Description of the task
Match the string "Breton" against each line below, and copy every line that matches.

*** Data in this exercise ***

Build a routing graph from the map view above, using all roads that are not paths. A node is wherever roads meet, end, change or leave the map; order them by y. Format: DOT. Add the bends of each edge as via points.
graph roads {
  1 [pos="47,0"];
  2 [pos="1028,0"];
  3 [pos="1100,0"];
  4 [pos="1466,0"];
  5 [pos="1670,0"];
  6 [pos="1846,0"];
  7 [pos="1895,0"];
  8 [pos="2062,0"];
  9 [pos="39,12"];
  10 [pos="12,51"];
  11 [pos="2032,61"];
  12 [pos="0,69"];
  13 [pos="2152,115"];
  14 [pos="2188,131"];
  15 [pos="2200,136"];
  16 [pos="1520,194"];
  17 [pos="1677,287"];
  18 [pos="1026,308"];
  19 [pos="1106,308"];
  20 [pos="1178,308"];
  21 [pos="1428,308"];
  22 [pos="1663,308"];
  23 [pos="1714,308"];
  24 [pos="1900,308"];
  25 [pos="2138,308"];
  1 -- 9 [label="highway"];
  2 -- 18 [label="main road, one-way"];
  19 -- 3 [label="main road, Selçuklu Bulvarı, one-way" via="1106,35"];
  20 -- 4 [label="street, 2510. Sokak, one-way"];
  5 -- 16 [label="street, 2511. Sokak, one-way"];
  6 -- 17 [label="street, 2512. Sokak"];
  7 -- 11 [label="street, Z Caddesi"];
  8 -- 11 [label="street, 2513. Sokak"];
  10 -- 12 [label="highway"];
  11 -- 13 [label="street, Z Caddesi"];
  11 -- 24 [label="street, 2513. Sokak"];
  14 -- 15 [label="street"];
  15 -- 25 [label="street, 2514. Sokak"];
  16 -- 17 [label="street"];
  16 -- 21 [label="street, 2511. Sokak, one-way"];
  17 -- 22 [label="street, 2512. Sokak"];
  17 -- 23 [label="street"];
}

*** End of Data in this exercise ***
*** Data in this exercise ***

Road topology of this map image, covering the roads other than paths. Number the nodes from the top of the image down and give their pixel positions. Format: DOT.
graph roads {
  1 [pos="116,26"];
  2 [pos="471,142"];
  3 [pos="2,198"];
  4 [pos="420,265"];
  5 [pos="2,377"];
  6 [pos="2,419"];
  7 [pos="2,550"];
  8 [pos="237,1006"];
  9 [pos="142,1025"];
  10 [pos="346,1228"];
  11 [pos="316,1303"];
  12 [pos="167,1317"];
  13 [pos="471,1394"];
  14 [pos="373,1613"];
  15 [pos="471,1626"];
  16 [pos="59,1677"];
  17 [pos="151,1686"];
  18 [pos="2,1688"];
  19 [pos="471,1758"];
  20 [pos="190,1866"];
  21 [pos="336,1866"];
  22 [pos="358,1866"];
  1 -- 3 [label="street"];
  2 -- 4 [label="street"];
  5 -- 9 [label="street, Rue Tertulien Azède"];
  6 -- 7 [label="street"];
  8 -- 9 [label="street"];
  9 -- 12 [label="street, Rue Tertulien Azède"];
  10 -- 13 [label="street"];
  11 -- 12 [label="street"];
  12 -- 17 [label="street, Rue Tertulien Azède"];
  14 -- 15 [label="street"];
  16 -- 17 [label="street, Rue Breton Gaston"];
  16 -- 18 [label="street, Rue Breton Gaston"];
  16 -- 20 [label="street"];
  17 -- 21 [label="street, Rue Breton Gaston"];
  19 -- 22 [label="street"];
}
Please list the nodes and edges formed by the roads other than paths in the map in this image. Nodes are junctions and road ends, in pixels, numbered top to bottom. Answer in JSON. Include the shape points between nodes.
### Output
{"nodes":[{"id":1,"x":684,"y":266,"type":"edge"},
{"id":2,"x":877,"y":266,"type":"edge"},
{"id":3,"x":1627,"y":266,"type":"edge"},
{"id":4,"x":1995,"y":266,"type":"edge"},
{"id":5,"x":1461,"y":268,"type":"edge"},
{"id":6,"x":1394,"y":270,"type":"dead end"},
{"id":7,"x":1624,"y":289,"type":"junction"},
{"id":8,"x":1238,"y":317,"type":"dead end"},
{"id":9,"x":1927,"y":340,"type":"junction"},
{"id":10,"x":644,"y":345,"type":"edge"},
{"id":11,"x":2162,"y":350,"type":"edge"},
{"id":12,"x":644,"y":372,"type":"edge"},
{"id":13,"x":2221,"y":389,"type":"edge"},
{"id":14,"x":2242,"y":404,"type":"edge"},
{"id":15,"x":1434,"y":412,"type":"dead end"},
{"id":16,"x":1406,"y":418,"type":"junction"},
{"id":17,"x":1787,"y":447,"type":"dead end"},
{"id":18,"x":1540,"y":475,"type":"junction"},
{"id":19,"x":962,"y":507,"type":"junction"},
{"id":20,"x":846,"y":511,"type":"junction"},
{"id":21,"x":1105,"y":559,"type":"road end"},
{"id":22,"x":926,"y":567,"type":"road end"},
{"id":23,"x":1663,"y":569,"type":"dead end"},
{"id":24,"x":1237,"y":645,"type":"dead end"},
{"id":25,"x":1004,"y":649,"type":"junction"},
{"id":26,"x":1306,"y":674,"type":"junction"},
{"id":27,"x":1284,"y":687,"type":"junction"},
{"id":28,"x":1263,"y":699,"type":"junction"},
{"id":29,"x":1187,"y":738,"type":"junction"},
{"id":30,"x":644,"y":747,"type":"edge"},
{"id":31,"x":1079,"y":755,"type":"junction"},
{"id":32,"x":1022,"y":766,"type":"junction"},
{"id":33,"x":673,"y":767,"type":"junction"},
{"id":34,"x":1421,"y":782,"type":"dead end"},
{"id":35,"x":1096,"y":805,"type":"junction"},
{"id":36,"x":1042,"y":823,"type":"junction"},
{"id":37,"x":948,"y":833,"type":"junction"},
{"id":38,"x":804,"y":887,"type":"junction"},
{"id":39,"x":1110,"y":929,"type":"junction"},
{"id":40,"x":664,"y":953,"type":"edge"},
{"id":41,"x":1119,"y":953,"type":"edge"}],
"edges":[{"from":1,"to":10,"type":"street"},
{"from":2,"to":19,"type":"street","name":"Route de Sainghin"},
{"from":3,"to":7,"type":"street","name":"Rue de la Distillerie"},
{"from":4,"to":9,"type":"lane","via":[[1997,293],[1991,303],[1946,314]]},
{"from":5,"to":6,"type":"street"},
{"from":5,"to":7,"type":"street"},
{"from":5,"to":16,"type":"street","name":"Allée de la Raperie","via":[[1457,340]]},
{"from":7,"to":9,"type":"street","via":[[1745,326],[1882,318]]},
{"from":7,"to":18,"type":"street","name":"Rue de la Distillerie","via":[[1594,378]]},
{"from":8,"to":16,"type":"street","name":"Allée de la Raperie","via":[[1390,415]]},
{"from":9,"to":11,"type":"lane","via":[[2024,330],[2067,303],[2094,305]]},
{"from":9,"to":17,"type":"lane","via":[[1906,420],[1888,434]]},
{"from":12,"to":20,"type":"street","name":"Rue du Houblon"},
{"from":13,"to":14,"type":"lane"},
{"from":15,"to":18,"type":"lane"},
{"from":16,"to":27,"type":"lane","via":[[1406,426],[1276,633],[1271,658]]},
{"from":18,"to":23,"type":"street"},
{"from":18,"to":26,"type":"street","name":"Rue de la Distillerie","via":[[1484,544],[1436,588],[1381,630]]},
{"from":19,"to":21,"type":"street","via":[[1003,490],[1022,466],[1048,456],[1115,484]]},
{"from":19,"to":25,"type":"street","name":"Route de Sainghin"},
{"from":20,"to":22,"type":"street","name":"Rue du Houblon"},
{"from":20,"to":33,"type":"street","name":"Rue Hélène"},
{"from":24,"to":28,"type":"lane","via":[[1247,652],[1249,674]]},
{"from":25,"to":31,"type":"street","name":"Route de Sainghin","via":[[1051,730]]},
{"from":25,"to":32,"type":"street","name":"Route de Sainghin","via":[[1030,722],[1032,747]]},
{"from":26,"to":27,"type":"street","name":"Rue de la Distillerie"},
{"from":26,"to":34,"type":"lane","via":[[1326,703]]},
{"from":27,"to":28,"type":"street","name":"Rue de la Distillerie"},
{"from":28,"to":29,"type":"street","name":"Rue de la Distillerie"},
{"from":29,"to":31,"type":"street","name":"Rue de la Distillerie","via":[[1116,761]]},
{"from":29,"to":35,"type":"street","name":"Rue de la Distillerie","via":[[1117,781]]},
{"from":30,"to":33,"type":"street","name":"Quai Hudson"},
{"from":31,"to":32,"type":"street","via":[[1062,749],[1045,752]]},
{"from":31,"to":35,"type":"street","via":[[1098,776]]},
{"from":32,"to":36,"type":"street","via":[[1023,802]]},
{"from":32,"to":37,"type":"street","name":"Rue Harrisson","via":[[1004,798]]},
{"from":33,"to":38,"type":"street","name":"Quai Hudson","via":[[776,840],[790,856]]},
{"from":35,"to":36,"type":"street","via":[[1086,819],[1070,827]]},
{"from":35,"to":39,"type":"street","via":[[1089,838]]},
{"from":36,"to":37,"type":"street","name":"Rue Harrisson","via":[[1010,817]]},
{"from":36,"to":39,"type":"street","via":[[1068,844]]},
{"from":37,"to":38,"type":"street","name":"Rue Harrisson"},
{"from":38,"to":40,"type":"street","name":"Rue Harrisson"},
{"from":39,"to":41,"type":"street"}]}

*** End of Data in this exercise ***

Reply
  16 -- 17 [label="street, Rue Breton Gaston"];
  16 -- 18 [label="street, Rue Breton Gaston"];
  17 -- 21 [label="street, Rue Breton Gaston"];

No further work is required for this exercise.